En fait, la rétroactivité de loi apparaît largement inutile : elle ne suffirait pas en soi à rendre légales l'immense majorité des délibérations de conseils municipaux ayant fait l'objet de recours, ces dernières étant le plus souvent frappées d'illégalité de manière si manifeste que l'intervention de la loi n'y pourrait rien changer.

En effet, la plupart des délibérations concernées refusent par principe l'application de la loi ; quant aux autres, elles opposent à sa mise en oeuvre la nécessité d'un accord du maire, seule condition du régime applicable au public qui ne peut à l'évidence être appliqué aux classes sous contrat. Le nombre de délibérations qui pourraient donc être affectées par la rétroactivité du texte est donc a priori extrêmement faible.

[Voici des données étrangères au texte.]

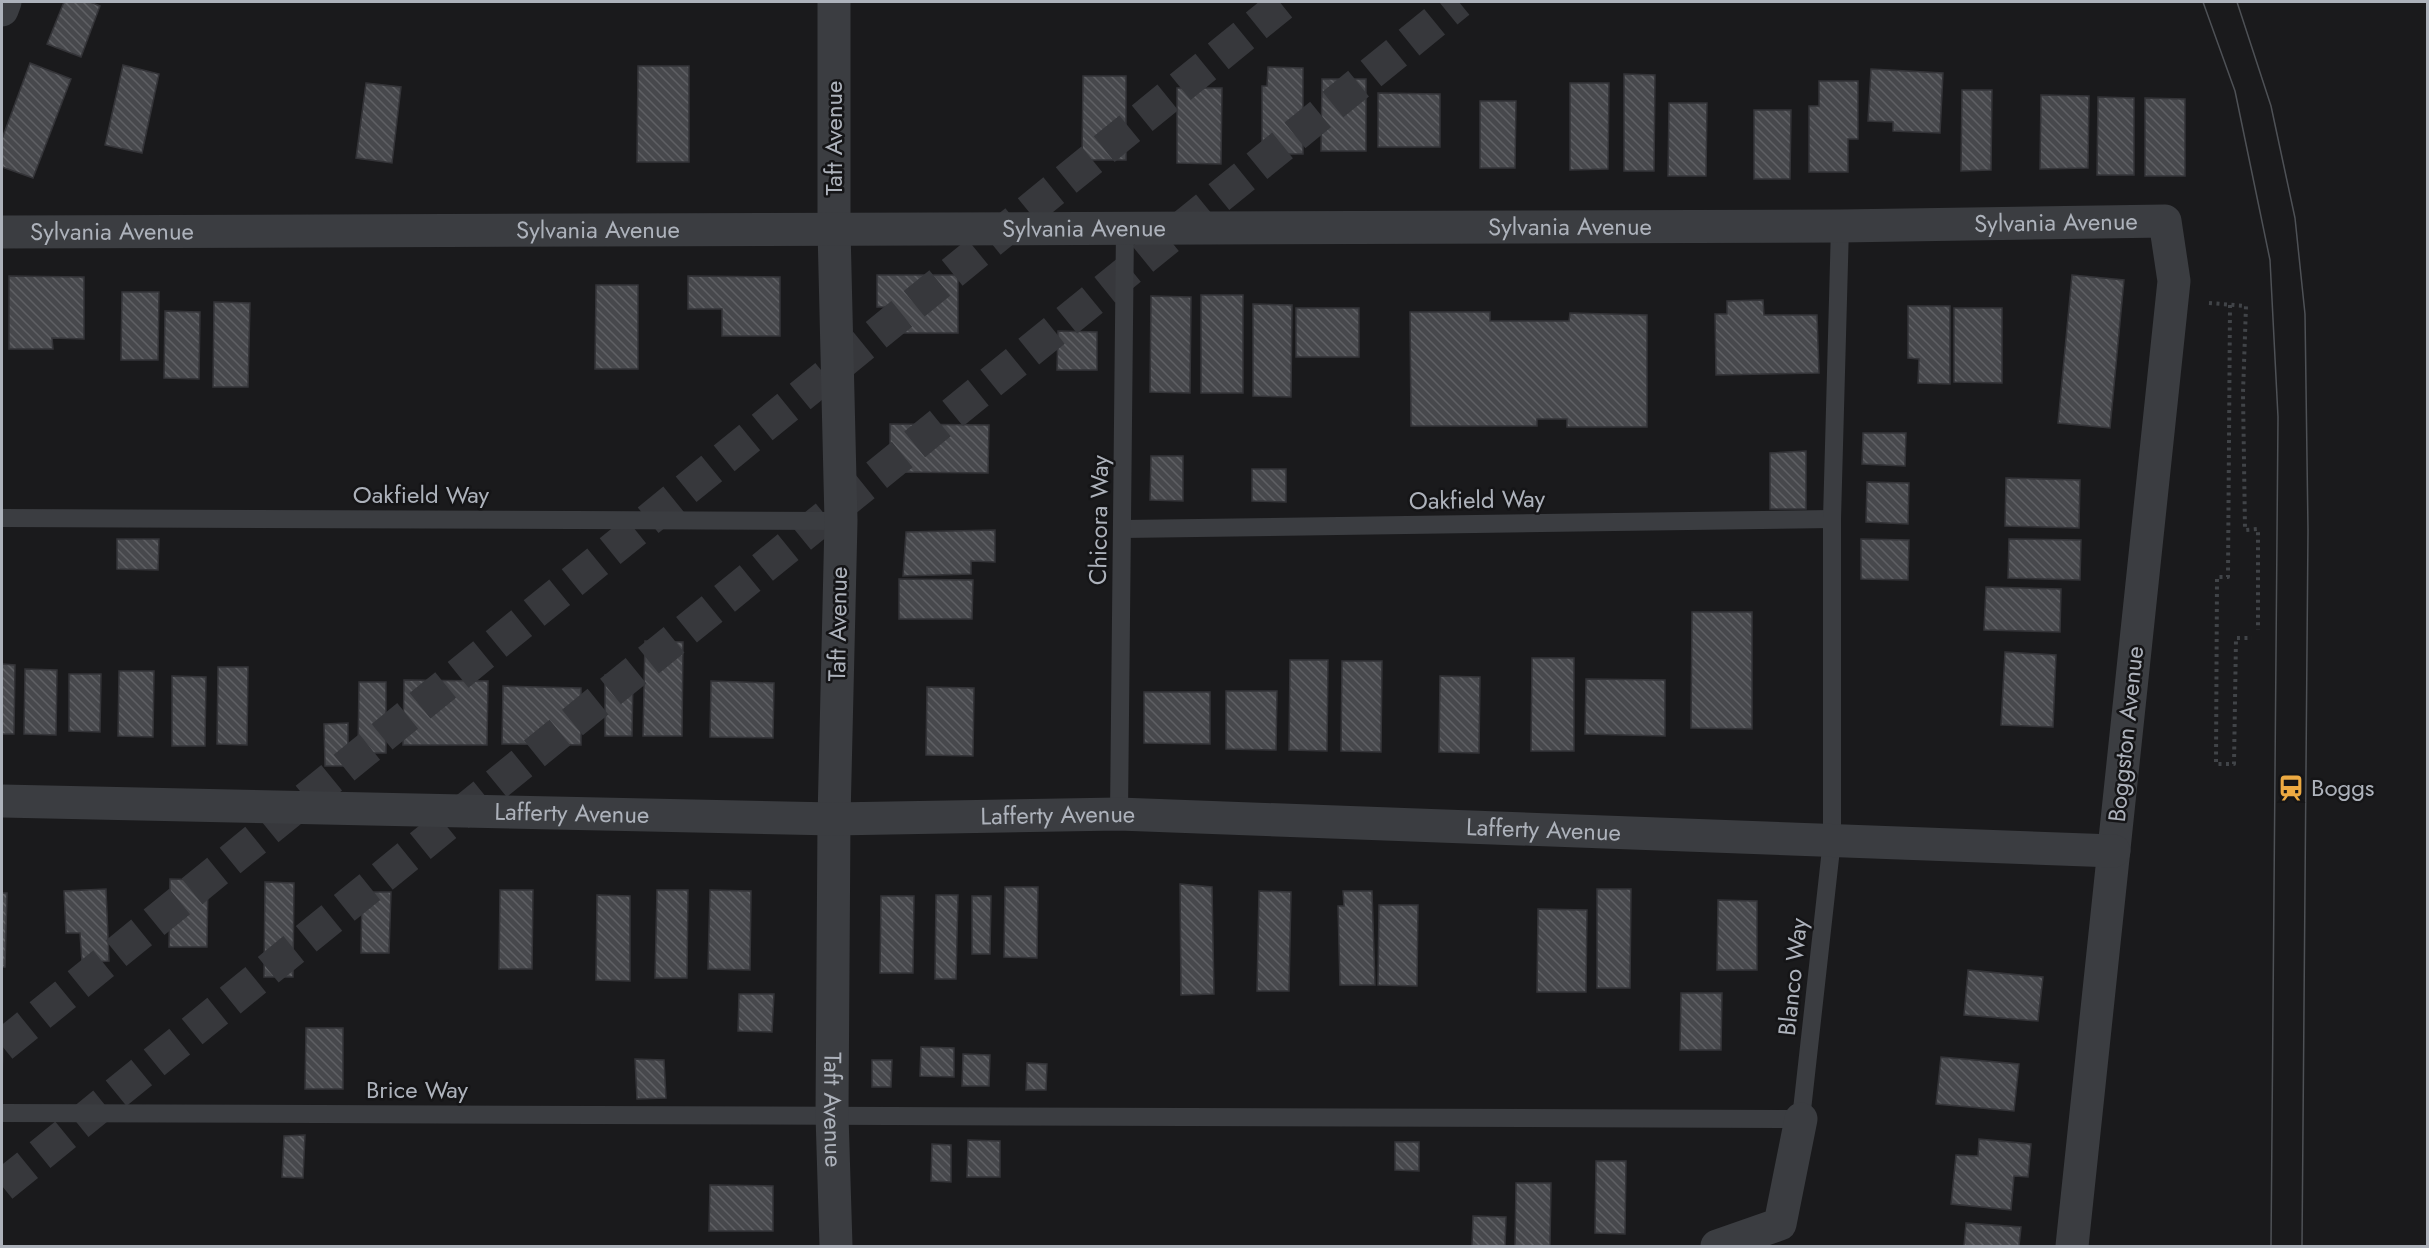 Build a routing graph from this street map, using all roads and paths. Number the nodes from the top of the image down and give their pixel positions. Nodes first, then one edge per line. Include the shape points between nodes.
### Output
1 (5, 2) edge
2 (834, 2) edge
3 (2, 10) edge
4 (2165, 221) joint
5 (1840, 226) junction
6 (1125, 227) junction
7 (834, 229) junction
8 (2, 232) edge
9 (2230, 304) dead end
10 (2244, 314) dead end
11 (2, 518) edge
12 (1832, 519) junction
13 (841, 521) junction
14 (1123, 529) junction
15 (2258, 630) dead end
16 (2252, 638) dead end
17 (2, 801) edge
18 (1119, 814) junction
19 (834, 819) junction
20 (1832, 840) junction
21 (2114, 851) junction
22 (2, 1113) edge
23 (832, 1115) junction
24 (1801, 1119) junction
25 (836, 1246) edge
26 (1717, 1246) edge
27 (2072, 1246) edge

1 - 3 street
2 - 7 street, Taft Avenue
4 - 5 street, Sylvania Avenue
4 - 21 street, Boggston Avenue via 2174,280
5 - 6 street, Sylvania Avenue
5 - 12 lane, Blanco Way
6 - 7 street, Sylvania Avenue
6 - 14 lane, Chicora Way
7 - 8 street, Sylvania Avenue
7 - 13 street, Taft Avenue
9 - 16 path via 2228,578 2217,577 2217,764 2234,764 2236,638
10 - 15 path via 2245,530 2258,529
11 - 13 lane, Oakfield Way
12 - 14 lane, Oakfield Way
12 - 20 lane, Blanco Way
13 - 19 street, Taft Avenue
14 - 18 lane, Chicora Way
17 - 19 street, Lafferty Avenue
18 - 19 street, Lafferty Avenue
18 - 20 street, Lafferty Avenue
19 - 23 street, Taft Avenue
20 - 21 street, Lafferty Avenue
20 - 24 lane, Blanco Way
21 - 27 street, Boggston Avenue
22 - 23 lane, Brice Way
23 - 24 lane, Brice Way
23 - 25 street, Taft Avenue
24 - 26 street via 1780,1224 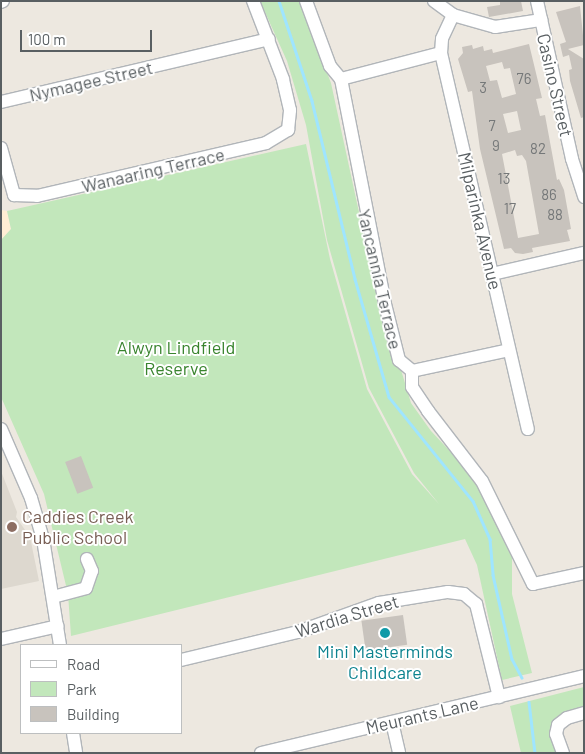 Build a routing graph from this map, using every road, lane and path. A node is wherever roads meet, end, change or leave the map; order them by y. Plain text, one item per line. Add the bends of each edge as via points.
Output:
1 (253, 1) edge
2 (306, 1) edge
3 (434, 1) edge
4 (537, 1) edge
5 (453, 16) junction
6 (541, 20) junction
7 (269, 39) junction
8 (441, 53) junction
9 (340, 79) junction
10 (1, 102) edge
11 (1, 148) edge
12 (584, 197) edge
13 (584, 253) edge
14 (492, 274) junction
15 (509, 350) junction
16 (412, 371) junction
17 (528, 428) dead end
18 (1, 429) edge
19 (88, 559) dead end
20 (584, 573) edge
21 (53, 597) junction
22 (58, 626) junction
23 (1, 639) edge
24 (60, 644) edge
25 (182, 660) edge
26 (584, 676) edge
27 (499, 697) junction
28 (584, 714) edge
29 (392, 722) junction
30 (73, 734) edge
31 (76, 753) edge
32 (261, 753) edge
33 (399, 753) edge
34 (563, 753) edge

1 - 7 street
2 - 9 street, Yancannia Terrace via 330,66
3 - 5 street
4 - 6 street, Casino Street
5 - 6 street via 495,27
5 - 8 street, Milparinka Avenue via 442,39
6 - 12 street, Casino Street
7 - 10 street, Nymagee Street
7 - 11 street, Wanaaring Terrace via 290,110 288,130 266,143 37,196 14,195
8 - 9 street
8 - 14 street, Milparinka Avenue
9 - 16 street, Yancannia Terrace via 397,354
13 - 14 street
14 - 15 street, Milparinka Avenue
15 - 16 street
15 - 17 street, Milparinka Avenue
16 - 20 street, Yancannia Terrace via 412,387 495,502 520,564 533,584
18 - 21 street via 38,517
19 - 21 street via 92,571 86,588
21 - 22 street
22 - 23 street
22 - 24 street
25 - 27 street, Wardia Street via 298,632 379,603 448,592 464,594 476,604
26 - 27 street, Meurants Lane
27 - 29 street, Meurants Lane
28 - 34 street via 567,718 558,725 556,734
29 - 32 street, Meurants Lane
29 - 33 street
30 - 31 street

Au surplus, votre rapporteur estime que le Conseil d'État, lorsqu'il aura à statuer au fond sur un contentieux supposant d'interpréter l'article 89, se reportera sans doute aux travaux législatifs en la matière. Sans anticiper sur des décisions qui relèvent de l'appréciation de la seule juridiction administrative, votre rapporteur estime que celle-ci pourrait ainsi constater que le législateur a entendu à plusieurs reprises clarifier son intention.

Si tel était le cas, le régime applicable avant l'entrée en vigueur de la présente proposition de loi si celle-ci venait à être adoptée serait identique à celui qu'elle crée.

C'est pourquoi votre commission n'a pas souhaité prendre le risque de prévoir la rétroactivité de la présente proposition de loi.